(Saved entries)
----
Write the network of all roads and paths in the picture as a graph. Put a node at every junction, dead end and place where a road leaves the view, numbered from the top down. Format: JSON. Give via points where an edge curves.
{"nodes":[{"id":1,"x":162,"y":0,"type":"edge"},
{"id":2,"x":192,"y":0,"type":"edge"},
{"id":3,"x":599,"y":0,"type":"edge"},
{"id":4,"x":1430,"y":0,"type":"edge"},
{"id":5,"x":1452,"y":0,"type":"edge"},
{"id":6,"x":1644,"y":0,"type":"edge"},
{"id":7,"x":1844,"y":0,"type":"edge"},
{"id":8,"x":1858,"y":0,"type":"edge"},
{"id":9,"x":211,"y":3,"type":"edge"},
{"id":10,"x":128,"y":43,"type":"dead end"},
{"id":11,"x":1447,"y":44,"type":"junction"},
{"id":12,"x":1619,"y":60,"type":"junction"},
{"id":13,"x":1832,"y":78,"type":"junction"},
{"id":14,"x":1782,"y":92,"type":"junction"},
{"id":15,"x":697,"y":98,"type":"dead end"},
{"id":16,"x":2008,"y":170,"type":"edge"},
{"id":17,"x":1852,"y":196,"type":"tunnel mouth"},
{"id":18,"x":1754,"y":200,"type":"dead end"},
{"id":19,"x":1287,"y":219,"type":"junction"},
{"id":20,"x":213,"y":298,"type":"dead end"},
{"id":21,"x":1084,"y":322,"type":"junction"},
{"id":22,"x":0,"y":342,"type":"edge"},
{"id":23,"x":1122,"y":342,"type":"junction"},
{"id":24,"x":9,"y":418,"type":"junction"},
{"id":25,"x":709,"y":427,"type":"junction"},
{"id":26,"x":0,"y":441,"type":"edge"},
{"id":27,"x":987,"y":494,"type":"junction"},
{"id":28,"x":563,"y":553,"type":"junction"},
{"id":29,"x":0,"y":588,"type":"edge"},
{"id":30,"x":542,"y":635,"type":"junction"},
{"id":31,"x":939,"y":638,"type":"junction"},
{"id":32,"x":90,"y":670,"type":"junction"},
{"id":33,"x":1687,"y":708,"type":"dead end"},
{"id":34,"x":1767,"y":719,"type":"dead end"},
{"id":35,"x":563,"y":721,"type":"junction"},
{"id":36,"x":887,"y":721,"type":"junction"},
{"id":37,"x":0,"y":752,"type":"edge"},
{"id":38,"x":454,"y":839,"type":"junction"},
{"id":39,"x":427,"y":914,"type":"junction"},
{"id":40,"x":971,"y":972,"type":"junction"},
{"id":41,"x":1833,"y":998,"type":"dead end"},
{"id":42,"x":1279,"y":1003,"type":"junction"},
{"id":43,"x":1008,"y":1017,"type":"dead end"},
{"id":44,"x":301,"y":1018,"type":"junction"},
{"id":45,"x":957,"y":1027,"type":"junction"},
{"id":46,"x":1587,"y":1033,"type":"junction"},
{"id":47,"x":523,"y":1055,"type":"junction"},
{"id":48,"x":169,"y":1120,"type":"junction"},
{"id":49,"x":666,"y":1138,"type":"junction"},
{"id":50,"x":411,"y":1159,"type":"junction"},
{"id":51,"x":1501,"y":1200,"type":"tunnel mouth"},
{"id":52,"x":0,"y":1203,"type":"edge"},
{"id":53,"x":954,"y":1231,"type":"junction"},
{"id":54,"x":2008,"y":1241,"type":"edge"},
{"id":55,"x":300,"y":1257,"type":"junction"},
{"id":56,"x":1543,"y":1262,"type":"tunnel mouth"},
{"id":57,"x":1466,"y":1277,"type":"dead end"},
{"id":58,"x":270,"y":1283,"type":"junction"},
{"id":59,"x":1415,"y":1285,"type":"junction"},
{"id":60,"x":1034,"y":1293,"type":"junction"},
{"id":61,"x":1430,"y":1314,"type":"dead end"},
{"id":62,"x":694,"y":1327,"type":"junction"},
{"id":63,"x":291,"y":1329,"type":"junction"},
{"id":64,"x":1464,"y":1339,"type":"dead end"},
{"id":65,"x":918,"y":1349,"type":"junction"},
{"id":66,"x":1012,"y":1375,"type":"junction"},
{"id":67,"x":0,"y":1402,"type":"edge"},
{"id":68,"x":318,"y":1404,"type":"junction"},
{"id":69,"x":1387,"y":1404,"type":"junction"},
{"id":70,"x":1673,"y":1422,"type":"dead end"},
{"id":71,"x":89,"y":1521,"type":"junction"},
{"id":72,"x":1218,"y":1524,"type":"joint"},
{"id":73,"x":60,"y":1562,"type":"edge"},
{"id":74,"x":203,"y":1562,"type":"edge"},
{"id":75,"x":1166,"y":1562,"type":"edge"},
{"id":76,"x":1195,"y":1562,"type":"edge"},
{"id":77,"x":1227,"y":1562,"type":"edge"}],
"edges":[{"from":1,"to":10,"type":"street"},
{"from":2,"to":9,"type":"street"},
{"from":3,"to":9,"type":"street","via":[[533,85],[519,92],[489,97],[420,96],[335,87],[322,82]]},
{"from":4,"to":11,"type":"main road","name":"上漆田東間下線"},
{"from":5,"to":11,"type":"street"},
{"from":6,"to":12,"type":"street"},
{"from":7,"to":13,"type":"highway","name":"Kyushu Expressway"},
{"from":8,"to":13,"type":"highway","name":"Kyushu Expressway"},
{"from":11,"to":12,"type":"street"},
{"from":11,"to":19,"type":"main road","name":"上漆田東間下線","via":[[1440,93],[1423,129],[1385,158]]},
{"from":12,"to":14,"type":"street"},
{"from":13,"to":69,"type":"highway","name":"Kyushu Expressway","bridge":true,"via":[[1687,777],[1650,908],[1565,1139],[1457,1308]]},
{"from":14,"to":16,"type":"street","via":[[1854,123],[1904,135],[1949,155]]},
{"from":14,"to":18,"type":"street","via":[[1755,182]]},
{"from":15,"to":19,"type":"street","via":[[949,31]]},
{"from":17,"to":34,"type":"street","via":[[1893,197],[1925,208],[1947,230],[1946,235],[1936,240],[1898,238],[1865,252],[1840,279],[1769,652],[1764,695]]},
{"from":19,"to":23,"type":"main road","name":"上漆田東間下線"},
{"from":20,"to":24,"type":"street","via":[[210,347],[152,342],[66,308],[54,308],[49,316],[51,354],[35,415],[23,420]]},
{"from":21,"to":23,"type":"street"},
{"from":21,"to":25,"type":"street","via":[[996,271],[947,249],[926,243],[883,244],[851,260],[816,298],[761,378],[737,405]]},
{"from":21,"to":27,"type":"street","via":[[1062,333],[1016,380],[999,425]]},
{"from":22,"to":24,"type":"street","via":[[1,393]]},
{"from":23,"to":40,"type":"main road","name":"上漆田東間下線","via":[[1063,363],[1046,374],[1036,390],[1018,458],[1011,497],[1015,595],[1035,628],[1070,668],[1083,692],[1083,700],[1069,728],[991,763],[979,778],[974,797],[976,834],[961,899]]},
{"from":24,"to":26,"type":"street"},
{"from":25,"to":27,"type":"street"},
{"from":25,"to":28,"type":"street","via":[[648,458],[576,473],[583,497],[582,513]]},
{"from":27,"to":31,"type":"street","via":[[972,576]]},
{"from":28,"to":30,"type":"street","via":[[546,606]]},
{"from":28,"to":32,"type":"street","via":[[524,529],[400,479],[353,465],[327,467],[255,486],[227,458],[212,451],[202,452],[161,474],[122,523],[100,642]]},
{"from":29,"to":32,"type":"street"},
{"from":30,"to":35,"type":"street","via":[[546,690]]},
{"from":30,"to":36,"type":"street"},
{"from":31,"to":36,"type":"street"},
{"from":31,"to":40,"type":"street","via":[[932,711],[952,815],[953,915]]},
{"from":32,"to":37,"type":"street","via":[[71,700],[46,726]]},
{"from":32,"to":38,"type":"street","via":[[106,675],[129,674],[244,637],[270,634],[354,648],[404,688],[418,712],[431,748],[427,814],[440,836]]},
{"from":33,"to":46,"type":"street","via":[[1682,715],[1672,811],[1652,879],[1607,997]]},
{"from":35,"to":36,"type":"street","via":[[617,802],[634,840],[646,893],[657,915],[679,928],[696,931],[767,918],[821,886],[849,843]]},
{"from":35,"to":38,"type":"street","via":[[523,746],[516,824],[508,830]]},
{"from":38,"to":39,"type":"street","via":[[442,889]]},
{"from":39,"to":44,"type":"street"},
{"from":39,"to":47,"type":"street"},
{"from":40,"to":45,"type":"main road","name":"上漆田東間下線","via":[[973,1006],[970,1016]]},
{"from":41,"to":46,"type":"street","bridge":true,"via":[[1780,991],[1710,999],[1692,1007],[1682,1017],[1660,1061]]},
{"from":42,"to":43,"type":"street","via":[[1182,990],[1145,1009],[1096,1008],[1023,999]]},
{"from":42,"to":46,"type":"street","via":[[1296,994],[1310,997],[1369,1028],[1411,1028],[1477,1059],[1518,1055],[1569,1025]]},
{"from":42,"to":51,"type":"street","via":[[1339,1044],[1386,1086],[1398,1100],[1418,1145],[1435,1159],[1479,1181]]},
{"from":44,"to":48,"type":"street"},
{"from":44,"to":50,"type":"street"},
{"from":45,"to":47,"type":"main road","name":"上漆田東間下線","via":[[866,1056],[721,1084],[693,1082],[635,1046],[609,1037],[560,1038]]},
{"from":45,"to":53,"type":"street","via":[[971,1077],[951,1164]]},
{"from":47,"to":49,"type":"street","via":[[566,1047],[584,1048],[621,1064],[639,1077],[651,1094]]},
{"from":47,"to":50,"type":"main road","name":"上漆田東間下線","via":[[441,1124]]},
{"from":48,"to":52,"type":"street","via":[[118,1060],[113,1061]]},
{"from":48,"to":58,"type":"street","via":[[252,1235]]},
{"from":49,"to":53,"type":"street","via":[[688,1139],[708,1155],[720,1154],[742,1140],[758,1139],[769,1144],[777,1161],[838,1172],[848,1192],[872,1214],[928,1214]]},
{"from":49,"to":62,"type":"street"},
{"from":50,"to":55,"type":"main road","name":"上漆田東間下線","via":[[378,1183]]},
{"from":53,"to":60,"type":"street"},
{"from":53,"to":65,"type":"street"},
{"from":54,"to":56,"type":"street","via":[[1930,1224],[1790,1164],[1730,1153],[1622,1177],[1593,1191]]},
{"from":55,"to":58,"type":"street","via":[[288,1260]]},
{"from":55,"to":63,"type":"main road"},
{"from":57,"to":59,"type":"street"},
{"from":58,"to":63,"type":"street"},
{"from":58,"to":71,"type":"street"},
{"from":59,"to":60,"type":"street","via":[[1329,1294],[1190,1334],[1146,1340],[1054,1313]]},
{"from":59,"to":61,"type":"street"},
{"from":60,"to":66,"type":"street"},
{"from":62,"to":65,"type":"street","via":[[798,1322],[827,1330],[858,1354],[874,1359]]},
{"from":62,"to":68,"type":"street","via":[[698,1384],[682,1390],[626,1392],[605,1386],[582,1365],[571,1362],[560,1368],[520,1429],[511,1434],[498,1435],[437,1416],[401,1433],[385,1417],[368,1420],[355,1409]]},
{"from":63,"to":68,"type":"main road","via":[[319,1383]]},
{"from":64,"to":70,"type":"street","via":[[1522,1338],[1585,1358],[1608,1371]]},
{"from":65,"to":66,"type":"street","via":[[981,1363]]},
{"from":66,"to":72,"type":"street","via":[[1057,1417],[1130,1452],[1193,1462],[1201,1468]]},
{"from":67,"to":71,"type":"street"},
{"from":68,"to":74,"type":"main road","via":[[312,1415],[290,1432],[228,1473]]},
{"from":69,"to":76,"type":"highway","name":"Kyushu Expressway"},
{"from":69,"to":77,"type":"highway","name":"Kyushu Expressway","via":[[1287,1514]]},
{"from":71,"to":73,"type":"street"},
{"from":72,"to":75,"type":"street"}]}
----
Read the data above. Pull out each line in which the string "bridge" appears.

Response for this exercise =
{"from":13,"to":69,"type":"highway","name":"Kyushu Expressway","bridge":true,"via":[[1687,777],[1650,908],[1565,1139],[1457,1308]]},
{"from":41,"to":46,"type":"street","bridge":true,"via":[[1780,991],[1710,999],[1692,1007],[1682,1017],[1660,1061]]},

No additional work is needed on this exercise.